INPUT START

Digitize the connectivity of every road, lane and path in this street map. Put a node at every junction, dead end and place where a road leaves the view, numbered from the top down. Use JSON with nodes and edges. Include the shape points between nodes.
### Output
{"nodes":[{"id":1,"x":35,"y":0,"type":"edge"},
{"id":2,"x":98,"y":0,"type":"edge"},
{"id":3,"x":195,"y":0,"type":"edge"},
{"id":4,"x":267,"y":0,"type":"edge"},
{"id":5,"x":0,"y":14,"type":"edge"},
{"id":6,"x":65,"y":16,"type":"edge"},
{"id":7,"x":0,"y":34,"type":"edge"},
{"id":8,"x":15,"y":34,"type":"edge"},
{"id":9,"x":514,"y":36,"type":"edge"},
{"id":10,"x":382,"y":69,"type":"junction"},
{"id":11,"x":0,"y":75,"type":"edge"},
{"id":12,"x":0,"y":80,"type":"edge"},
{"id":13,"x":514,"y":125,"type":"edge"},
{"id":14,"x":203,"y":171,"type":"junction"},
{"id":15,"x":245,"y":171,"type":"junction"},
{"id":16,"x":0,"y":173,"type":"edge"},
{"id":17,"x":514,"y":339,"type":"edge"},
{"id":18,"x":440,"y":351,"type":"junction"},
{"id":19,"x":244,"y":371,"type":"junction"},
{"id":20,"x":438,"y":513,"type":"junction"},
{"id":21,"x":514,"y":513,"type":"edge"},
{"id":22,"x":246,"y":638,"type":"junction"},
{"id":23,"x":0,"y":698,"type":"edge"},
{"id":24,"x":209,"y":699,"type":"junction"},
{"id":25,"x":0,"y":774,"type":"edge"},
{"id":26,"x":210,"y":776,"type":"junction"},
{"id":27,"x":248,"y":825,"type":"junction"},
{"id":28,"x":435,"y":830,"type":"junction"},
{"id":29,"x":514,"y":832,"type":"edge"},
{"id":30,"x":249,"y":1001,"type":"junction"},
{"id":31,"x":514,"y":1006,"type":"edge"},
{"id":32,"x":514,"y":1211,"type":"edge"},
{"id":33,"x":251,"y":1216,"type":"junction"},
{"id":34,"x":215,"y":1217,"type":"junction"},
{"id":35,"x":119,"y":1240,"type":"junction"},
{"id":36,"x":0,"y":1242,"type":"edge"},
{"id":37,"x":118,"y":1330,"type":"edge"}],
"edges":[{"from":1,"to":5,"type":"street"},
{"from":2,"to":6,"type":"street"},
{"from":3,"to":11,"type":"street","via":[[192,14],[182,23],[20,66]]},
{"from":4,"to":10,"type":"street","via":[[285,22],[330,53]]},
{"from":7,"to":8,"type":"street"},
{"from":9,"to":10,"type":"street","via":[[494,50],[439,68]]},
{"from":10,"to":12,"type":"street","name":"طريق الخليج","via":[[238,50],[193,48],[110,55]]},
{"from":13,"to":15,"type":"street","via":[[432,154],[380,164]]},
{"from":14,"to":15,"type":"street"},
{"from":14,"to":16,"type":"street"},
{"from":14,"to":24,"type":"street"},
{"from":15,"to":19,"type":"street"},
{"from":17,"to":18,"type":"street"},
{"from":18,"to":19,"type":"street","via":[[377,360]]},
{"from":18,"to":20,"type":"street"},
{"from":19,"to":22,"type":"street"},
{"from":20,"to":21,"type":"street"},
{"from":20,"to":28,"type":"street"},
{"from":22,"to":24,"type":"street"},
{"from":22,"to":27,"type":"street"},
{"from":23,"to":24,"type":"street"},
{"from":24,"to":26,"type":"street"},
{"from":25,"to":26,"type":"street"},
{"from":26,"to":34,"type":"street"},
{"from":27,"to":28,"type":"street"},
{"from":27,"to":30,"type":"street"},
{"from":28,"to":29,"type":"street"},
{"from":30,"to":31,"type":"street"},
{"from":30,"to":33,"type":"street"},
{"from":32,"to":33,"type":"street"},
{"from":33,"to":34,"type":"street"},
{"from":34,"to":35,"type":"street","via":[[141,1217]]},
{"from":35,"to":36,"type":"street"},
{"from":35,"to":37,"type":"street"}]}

INPUT END

▶ [HOW TO COMPLETE THIS TASK] What you return must match the records exactly, down to the last line.

▶ [EXERCISE RESULT]
Digitize the connectivity of every road, lane and path in this street map. Put a node at every junction, dead end and place where a road leaves the view, numbered from the top down. Use JSON with nodes and edges. Include the shape points between nodes.
### Output
{"nodes":[{"id":1,"x":35,"y":0,"type":"edge"},
{"id":2,"x":98,"y":0,"type":"edge"},
{"id":3,"x":195,"y":0,"type":"edge"},
{"id":4,"x":267,"y":0,"type":"edge"},
{"id":5,"x":0,"y":14,"type":"edge"},
{"id":6,"x":65,"y":16,"type":"edge"},
{"id":7,"x":0,"y":34,"type":"edge"},
{"id":8,"x":15,"y":34,"type":"edge"},
{"id":9,"x":514,"y":36,"type":"edge"},
{"id":10,"x":382,"y":69,"type":"junction"},
{"id":11,"x":0,"y":75,"type":"edge"},
{"id":12,"x":0,"y":80,"type":"edge"},
{"id":13,"x":514,"y":125,"type":"edge"},
{"id":14,"x":203,"y":171,"type":"junction"},
{"id":15,"x":245,"y":171,"type":"junction"},
{"id":16,"x":0,"y":173,"type":"edge"},
{"id":17,"x":514,"y":339,"type":"edge"},
{"id":18,"x":440,"y":351,"type":"junction"},
{"id":19,"x":244,"y":371,"type":"junction"},
{"id":20,"x":438,"y":513,"type":"junction"},
{"id":21,"x":514,"y":513,"type":"edge"},
{"id":22,"x":246,"y":638,"type":"junction"},
{"id":23,"x":0,"y":698,"type":"edge"},
{"id":24,"x":209,"y":699,"type":"junction"},
{"id":25,"x":0,"y":774,"type":"edge"},
{"id":26,"x":210,"y":776,"type":"junction"},
{"id":27,"x":248,"y":825,"type":"junction"},
{"id":28,"x":435,"y":830,"type":"junction"},
{"id":29,"x":514,"y":832,"type":"edge"},
{"id":30,"x":249,"y":1001,"type":"junction"},
{"id":31,"x":514,"y":1006,"type":"edge"},
{"id":32,"x":514,"y":1211,"type":"edge"},
{"id":33,"x":251,"y":1216,"type":"junction"},
{"id":34,"x":215,"y":1217,"type":"junction"},
{"id":35,"x":119,"y":1240,"type":"junction"},
{"id":36,"x":0,"y":1242,"type":"edge"},
{"id":37,"x":118,"y":1330,"type":"edge"}],
"edges":[{"from":1,"to":5,"type":"street"},
{"from":2,"to":6,"type":"street"},
{"from":3,"to":11,"type":"street","via":[[192,14],[182,23],[20,66]]},
{"from":4,"to":10,"type":"street","via":[[285,22],[330,53]]},
{"from":7,"to":8,"type":"street"},
{"from":9,"to":10,"type":"street","via":[[494,50],[439,68]]},
{"from":10,"to":12,"type":"street","name":"طريق الخليج","via":[[238,50],[193,48],[110,55]]},
{"from":13,"to":15,"type":"street","via":[[432,154],[380,164]]},
{"from":14,"to":15,"type":"street"},
{"from":14,"to":16,"type":"street"},
{"from":14,"to":24,"type":"street"},
{"from":15,"to":19,"type":"street"},
{"from":17,"to":18,"type":"street"},
{"from":18,"to":19,"type":"street","via":[[377,360]]},
{"from":18,"to":20,"type":"street"},
{"from":19,"to":22,"type":"street"},
{"from":20,"to":21,"type":"street"},
{"from":20,"to":28,"type":"street"},
{"from":22,"to":24,"type":"street"},
{"from":22,"to":27,"type":"street"},
{"from":23,"to":24,"type":"street"},
{"from":24,"to":26,"type":"street"},
{"from":25,"to":26,"type":"street"},
{"from":26,"to":34,"type":"street"},
{"from":27,"to":28,"type":"street"},
{"from":27,"to":30,"type":"street"},
{"from":28,"to":29,"type":"street"},
{"from":30,"to":31,"type":"street"},
{"from":30,"to":33,"type":"street"},
{"from":32,"to":33,"type":"street"},
{"from":33,"to":34,"type":"street"},
{"from":34,"to":35,"type":"street","via":[[141,1217]]},
{"from":35,"to":36,"type":"street"},
{"from":35,"to":37,"type":"street"}]}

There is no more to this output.